# Lino or tiles... need help deciding!



## PowerPie5000 (Apr 13, 2010)

One of my Plated lizards (Otis) Just randomly ate a small beech chip!

I've no idea why he did this as he's fed a varied diet of bugs, fruit an veg along with calcium/nutrobal supplements. Anyway as you can imagine this has started to worry me so i've decided to empty the viv and now both my plateds have no substrate. 

Would lino or rough ceramic tiles be suitable for Sudan Plated lizards? I know many people use it with their beardies and gecko's so i assume my lizards will be fine. Am i right in thinking if i priovide more hides then they will have no reason to dig or do they just dig for fun? I don't want them to become bored!

Anyway i can't decide between textured lino or rough/textured ceramic tiles... Can anyone using either please let me know the pro's and con's?

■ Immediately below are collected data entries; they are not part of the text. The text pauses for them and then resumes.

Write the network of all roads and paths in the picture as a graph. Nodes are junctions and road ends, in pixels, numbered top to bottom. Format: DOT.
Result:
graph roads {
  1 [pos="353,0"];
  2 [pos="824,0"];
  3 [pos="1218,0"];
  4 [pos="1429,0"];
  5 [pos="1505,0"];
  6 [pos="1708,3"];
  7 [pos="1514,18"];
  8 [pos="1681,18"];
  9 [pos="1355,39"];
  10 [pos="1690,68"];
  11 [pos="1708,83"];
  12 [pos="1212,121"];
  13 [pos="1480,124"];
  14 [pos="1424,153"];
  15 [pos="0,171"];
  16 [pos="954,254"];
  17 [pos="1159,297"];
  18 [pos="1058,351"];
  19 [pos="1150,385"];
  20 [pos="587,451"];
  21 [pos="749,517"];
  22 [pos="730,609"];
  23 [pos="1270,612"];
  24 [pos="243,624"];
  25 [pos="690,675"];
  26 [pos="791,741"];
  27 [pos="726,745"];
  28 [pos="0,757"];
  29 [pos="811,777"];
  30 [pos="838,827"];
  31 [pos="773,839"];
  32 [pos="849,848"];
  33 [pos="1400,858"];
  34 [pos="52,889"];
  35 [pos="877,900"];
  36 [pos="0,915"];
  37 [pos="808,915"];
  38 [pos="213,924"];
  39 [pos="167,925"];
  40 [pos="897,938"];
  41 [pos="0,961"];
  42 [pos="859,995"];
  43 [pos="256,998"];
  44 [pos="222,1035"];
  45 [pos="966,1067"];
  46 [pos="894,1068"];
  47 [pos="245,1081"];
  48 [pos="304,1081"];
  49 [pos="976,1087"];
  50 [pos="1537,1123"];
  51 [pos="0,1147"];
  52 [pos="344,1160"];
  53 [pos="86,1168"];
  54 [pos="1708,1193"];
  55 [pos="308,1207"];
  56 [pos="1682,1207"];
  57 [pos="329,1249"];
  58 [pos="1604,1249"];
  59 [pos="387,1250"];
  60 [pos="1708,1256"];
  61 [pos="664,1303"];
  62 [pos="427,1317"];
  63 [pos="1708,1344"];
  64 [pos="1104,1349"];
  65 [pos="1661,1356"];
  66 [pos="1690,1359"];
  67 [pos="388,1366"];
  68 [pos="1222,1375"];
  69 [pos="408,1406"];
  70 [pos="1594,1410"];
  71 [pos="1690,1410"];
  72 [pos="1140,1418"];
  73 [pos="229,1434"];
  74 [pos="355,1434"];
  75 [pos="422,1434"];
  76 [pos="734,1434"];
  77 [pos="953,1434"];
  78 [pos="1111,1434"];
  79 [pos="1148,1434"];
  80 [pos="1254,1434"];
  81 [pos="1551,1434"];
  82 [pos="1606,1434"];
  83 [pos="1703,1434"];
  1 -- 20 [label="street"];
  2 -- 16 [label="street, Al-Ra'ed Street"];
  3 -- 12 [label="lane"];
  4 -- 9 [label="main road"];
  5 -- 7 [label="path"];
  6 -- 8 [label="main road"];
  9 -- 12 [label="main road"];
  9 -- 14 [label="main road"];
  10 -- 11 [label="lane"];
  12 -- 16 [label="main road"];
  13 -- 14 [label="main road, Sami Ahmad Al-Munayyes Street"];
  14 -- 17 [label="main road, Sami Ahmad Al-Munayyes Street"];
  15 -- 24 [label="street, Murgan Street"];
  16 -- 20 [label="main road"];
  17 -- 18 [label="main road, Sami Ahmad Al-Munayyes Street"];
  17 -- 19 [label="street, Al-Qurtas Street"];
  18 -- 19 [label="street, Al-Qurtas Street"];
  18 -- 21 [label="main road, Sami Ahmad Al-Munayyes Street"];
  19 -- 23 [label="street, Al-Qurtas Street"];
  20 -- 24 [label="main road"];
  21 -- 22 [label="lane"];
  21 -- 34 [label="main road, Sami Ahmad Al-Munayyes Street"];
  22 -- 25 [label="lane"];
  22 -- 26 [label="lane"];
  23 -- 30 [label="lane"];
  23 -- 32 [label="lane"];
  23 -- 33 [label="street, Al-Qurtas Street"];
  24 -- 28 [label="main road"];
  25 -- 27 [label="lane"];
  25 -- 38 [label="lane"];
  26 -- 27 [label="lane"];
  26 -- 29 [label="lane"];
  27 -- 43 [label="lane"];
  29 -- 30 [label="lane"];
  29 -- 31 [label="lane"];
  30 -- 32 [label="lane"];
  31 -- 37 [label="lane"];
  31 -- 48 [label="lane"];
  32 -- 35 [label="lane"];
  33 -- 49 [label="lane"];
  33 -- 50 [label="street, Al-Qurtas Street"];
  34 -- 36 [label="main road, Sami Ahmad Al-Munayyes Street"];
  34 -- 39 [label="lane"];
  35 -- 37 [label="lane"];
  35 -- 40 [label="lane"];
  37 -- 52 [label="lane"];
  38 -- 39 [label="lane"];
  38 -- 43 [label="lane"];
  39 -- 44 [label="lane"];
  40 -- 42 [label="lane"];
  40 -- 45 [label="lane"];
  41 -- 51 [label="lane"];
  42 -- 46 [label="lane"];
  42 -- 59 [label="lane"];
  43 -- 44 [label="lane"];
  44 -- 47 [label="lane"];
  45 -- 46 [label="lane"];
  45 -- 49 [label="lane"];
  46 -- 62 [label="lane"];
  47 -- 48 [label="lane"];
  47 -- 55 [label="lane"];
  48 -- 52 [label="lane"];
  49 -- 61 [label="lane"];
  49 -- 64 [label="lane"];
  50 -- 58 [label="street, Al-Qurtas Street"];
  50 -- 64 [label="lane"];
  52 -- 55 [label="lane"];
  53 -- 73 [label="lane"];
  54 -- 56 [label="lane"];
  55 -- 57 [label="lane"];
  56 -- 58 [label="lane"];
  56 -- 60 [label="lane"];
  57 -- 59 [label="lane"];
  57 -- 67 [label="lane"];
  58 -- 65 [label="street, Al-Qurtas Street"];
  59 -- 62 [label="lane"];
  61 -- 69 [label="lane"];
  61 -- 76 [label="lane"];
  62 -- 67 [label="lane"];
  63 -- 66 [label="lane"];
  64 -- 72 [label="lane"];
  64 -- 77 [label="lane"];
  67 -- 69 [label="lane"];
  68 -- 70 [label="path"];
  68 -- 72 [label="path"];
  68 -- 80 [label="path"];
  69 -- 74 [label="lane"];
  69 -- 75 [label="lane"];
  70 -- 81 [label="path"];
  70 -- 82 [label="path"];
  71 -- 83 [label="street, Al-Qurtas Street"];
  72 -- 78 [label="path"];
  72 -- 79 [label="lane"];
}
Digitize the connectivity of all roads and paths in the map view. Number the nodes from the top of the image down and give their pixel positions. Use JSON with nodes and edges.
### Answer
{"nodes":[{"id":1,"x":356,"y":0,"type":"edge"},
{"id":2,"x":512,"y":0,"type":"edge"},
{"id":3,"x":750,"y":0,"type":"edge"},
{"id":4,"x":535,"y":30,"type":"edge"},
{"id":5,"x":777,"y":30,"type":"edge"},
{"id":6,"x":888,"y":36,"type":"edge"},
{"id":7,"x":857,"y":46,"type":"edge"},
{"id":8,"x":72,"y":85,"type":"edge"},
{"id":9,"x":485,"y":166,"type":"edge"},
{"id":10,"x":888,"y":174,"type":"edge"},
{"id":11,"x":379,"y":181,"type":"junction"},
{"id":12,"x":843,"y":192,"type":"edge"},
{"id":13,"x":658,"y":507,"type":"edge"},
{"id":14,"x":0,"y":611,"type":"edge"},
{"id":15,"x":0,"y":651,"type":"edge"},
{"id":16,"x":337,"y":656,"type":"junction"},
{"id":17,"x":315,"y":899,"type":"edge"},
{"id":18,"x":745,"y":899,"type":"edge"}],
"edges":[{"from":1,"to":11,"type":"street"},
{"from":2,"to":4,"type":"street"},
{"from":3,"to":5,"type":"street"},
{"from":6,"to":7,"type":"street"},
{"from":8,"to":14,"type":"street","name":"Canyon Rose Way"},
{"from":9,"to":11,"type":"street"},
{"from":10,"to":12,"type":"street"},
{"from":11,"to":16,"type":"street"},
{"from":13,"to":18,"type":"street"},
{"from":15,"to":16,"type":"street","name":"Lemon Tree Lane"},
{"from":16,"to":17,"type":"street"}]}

They were using a mixture of beech chips and cannabis bedding (lucky reptile brand) and then i was going to try eco earth mixed with play sand but i guess that is now a bad idea!

Cheers 8)


----------



## Bikewatch2000 (Dec 8, 2008)

Hi There

I don't know the specifics of plateds hubandry, but I use the sand coloured non slip lino/vinyl in all of my vivs and then put slate or rocks in to create textures, basking areas etc.

If having somewhere for them to dig is important why not place a large bowl or dish in and fill that with a suitable substrate.

Just a thought

Cheers

Tony


----------



## Davycc (May 29, 2010)

Try coconut matting see my post it may suit you too


----------



## PowerPie5000 (Apr 13, 2010)

Otis pooped out the wood chip earlier today... what a relief! I would still like my Plated's to have a digging area so i might try a mix of eco earth and sand around their sleeping area. Non slip lino sounds like a good idea as long as it doesn't smell when the viv heats up during the day.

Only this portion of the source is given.